Ha!  You'll See What I Mean In A Minute

If you are familiar with the blog then you'll know Conrad occasionally puts up pictures of his idiosyncratic wargaming; we are currently running an encounter of the English Civil Unpleasantness, in it's earlier years.  However, what we need is a big, impressive, artistic wargame that might be using a base and churlish ruleset yet which looks good.  Art!

Slightly more sophisticated than my set up
     I bring this up because my mate Richard - no, not the one in Spain, the one in even more remote Storrs, West Yorkshire - is suggesting a "Command Exercise" game for the Christmas period.  In this variation there would be two teams of three generals commanding either a French or Teuton armoured division of the Second Unpleasantness in summer 1940.  Art!


     Richard and younger version of himself Jamie would be the ones playing the game itself on a table in his kitchen, where they would be using a ruleset, rolling their dice and moving units around.  The kicker is that we, the generals, would be using Skype at home to communicate between ourselves and Richard in order to issue orders without seeing the battlefield, or certainly not in real-time.  O yes, we'd have a map, and could guesstimate what's going on without actually knowing, much as in real-life.  This models the fog-of-war and removes the "100 yard General" perspective gamers normally enjoy.  Art?
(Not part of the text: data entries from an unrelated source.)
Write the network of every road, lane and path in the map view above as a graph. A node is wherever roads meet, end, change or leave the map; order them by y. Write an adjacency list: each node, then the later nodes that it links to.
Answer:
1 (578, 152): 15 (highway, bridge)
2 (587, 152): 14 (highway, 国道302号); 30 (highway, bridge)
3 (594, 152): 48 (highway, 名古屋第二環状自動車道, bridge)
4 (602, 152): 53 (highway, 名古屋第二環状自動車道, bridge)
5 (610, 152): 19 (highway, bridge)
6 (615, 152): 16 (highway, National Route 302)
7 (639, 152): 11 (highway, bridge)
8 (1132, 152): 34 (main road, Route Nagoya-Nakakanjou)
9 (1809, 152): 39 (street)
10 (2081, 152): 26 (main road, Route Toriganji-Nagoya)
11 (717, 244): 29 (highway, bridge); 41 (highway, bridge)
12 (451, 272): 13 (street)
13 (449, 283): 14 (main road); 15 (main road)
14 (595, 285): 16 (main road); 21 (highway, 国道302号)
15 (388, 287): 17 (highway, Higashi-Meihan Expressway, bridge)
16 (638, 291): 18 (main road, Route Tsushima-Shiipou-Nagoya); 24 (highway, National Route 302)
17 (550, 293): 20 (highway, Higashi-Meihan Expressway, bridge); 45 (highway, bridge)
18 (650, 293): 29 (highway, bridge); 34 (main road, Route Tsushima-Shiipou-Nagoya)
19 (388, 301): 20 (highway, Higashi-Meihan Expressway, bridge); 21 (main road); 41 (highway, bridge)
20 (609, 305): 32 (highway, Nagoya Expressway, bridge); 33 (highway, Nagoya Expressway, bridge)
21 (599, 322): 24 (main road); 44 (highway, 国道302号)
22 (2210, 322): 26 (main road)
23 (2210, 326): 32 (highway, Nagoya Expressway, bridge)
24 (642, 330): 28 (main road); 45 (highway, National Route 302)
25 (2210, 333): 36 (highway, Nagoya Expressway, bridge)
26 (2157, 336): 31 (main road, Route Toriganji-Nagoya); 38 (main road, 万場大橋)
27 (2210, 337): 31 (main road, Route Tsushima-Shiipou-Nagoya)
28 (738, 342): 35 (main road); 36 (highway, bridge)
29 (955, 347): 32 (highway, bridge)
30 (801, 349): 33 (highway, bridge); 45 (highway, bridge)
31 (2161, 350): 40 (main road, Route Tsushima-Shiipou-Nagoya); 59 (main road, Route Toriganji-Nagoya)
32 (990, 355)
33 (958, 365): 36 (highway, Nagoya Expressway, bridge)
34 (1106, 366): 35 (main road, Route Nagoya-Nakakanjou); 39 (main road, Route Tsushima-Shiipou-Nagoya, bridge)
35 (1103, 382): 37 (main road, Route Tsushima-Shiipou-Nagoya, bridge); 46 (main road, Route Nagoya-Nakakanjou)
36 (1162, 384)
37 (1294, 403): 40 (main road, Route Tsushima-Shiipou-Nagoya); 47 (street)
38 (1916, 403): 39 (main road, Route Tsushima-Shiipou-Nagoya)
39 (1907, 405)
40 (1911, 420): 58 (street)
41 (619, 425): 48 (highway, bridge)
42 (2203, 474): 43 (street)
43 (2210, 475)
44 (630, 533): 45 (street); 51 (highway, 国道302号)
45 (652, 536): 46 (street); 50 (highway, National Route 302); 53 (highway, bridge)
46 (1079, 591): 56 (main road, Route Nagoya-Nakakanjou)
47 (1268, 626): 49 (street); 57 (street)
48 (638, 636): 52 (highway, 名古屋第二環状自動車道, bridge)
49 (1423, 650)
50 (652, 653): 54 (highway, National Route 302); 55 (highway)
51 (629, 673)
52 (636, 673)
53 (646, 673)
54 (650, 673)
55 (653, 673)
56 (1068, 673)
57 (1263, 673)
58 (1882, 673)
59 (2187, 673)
Military planning imperilled by lack of pencils
     Your Apprentice Dictator hasn't played a game like this before, though I have read after-action-reports on them, and you can bet what can possibly go wrong, will do, and in ways utterly unexpected.  And thus we get today's title.
     Now, given that this is a niche subject matter, which Conrad has never before undertaken, you cannot possibly tell me that there's a J-

      What's that?  There - there very nearly is?  I don't believe you.  Pictures or you're lying!

O beggar
     I am incandescently cross about this!  How can these churlish knaves (or are they knavish churls?) be mocking me from across the years?  The only explanation is that they have a time machine and lazy imaginations, the dirty curs.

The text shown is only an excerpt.